Apart from the images, repeat the data below exactly as written.

"""

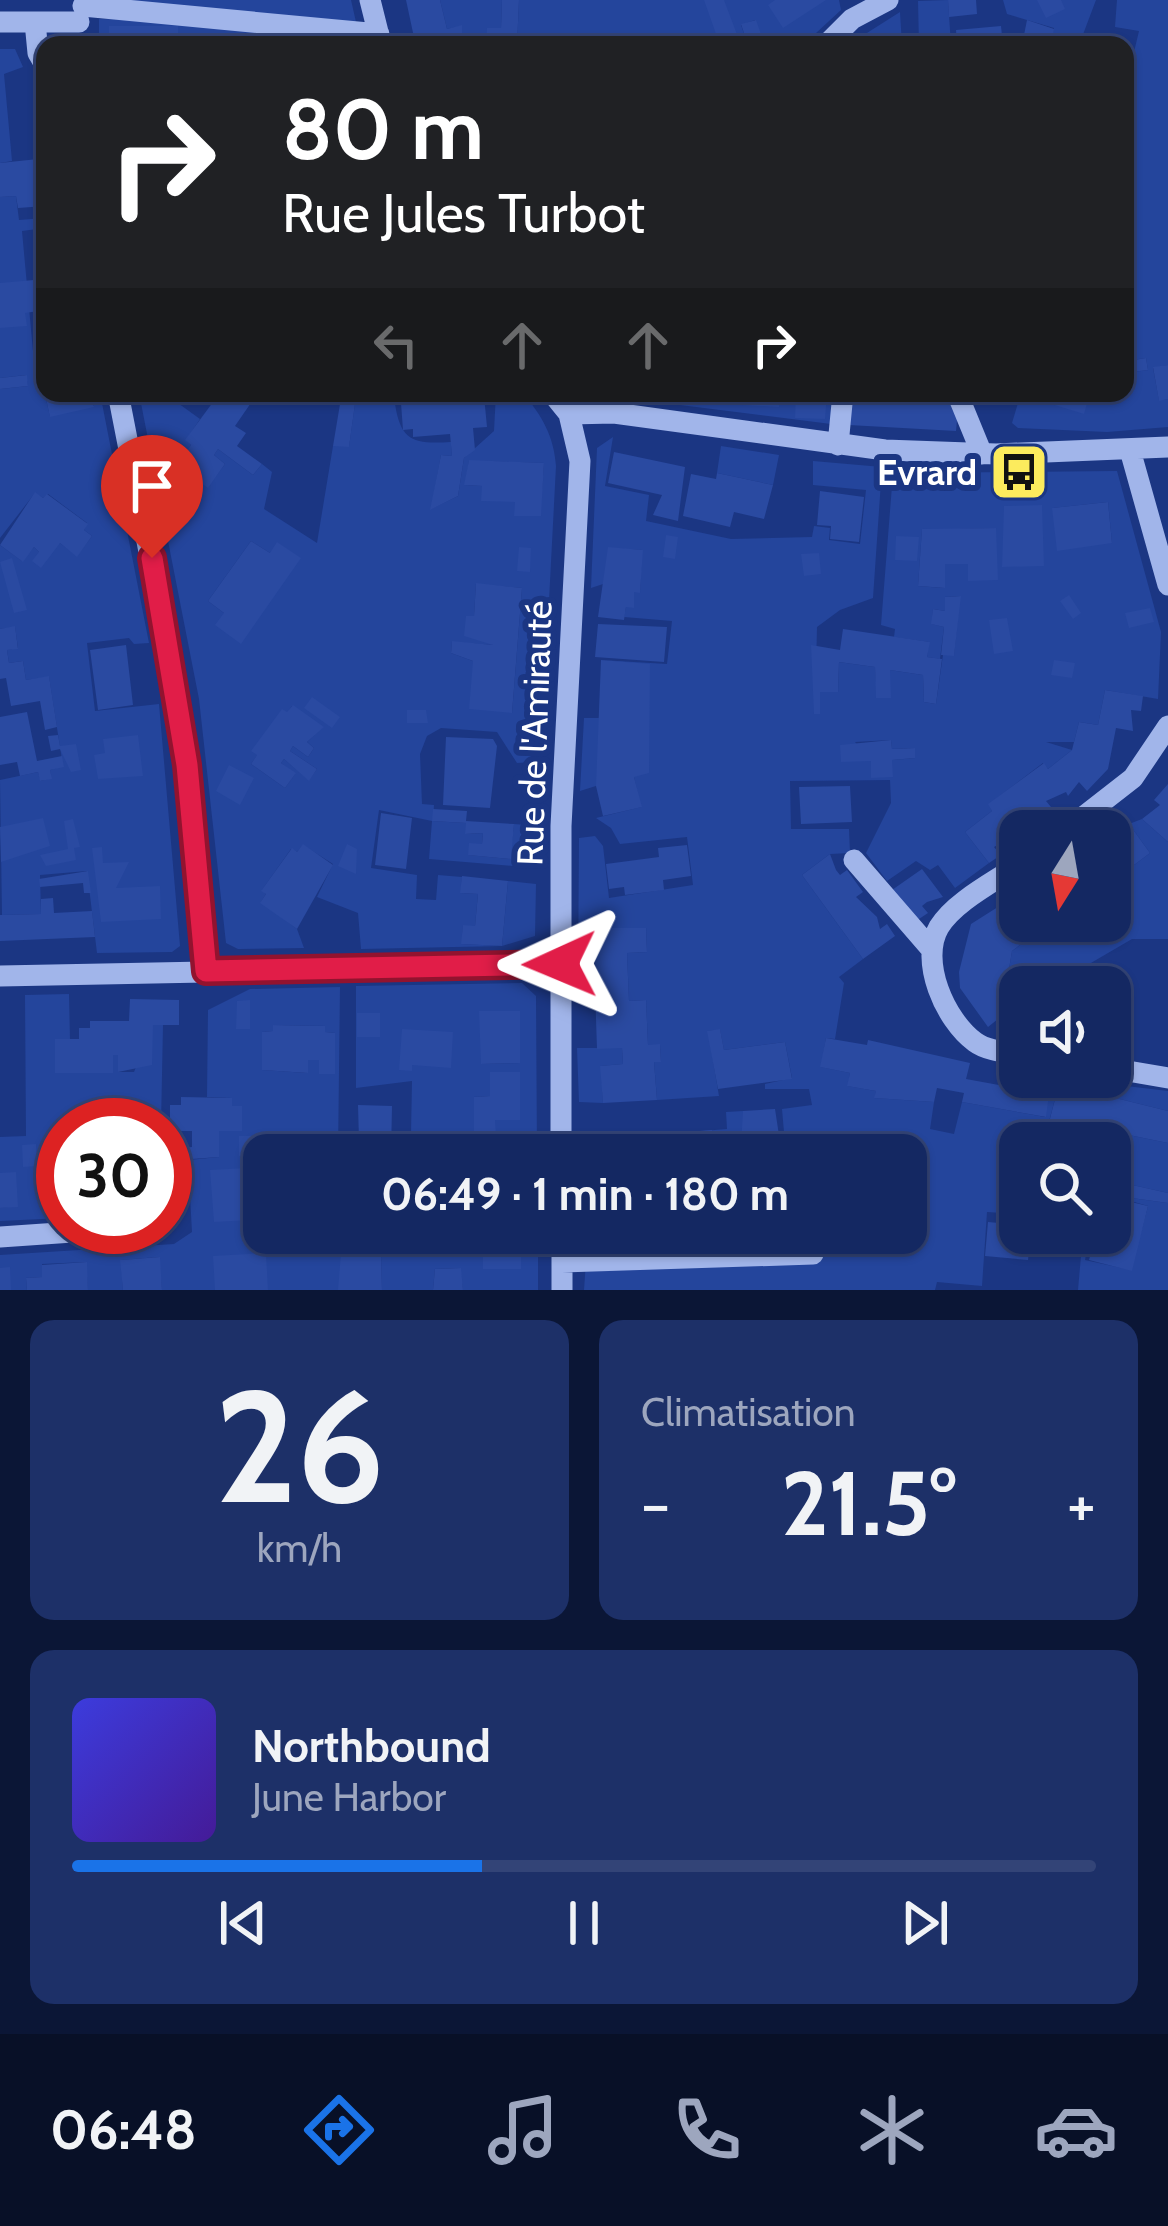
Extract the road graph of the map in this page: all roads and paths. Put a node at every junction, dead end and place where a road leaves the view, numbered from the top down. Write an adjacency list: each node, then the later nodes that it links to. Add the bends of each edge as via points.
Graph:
1 (370, 0): 8 (street)
2 (888, 0): 9 (street)
3 (82, 18): 5 (street); 7 (street)
4 (0, 22): 5 (street)
5 (35, 22): 6 (street)
6 (36, 36)
7 (326, 36)
8 (379, 36)
9 (835, 36)
10 (120, 402): 26 (street, via 181,718)
11 (559, 402): 14 (street, Rue de l'Amirauté)
12 (842, 402): 15 (street)
13 (961, 402): 18 (street)
14 (569, 414): 15 (street, via 614,413); 25 (street, Rue de l'Amirauté, via 580,461)
15 (838, 446): 18 (street)
16 (1168, 447): 17 (street)
17 (1130, 450): 18 (street); 19 (street)
18 (982, 454)
19 (1168, 585)
20 (1168, 726): 21 (street, via 1133,778)
21 (1092, 810)
22 (854, 860): 24 (street)
23 (999, 879): 24 (street, via 944,920)
24 (931, 949): 28 (street, via 932,978 969,1036)
25 (560, 964): 26 (street); 31 (street, Rue de l'Amirauté)
26 (206, 971): 27 (street)
27 (0, 976)
28 (999, 1050)
29 (1131, 1072): 30 (street)
30 (1168, 1078)
31 (561, 1134)
32 (36, 1235): 33 (street)
33 (0, 1237)
34 (562, 1254): 36 (street)
35 (813, 1254): 36 (street)
36 (562, 1262): 37 (street)
37 (562, 1290)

"""

> **Answer to the exercise**:
Extract the road graph of the map in this page: all roads and paths. Put a node at every junction, dead end and place where a road leaves the view, numbered from the top down. Write an adjacency list: each node, then the later nodes that it links to. Add the bends of each edge as via points.
Graph:
1 (370, 0): 8 (street)
2 (888, 0): 9 (street)
3 (82, 18): 5 (street); 7 (street)
4 (0, 22): 5 (street)
5 (35, 22): 6 (street)
6 (36, 36)
7 (326, 36)
8 (379, 36)
9 (835, 36)
10 (120, 402): 26 (street, via 181,718)
11 (559, 402): 14 (street, Rue de l'Amirauté)
12 (842, 402): 15 (street)
13 (961, 402): 18 (street)
14 (569, 414): 15 (street, via 614,413); 25 (street, Rue de l'Amirauté, via 580,461)
15 (838, 446): 18 (street)
16 (1168, 447): 17 (street)
17 (1130, 450): 18 (street); 19 (street)
18 (982, 454)
19 (1168, 585)
20 (1168, 726): 21 (street, via 1133,778)
21 (1092, 810)
22 (854, 860): 24 (street)
23 (999, 879): 24 (street, via 944,920)
24 (931, 949): 28 (street, via 932,978 969,1036)
25 (560, 964): 26 (street); 31 (street, Rue de l'Amirauté)
26 (206, 971): 27 (street)
27 (0, 976)
28 (999, 1050)
29 (1131, 1072): 30 (street)
30 (1168, 1078)
31 (561, 1134)
32 (36, 1235): 33 (street)
33 (0, 1237)
34 (562, 1254): 36 (street)
35 (813, 1254): 36 (street)
36 (562, 1262): 37 (street)
37 (562, 1290)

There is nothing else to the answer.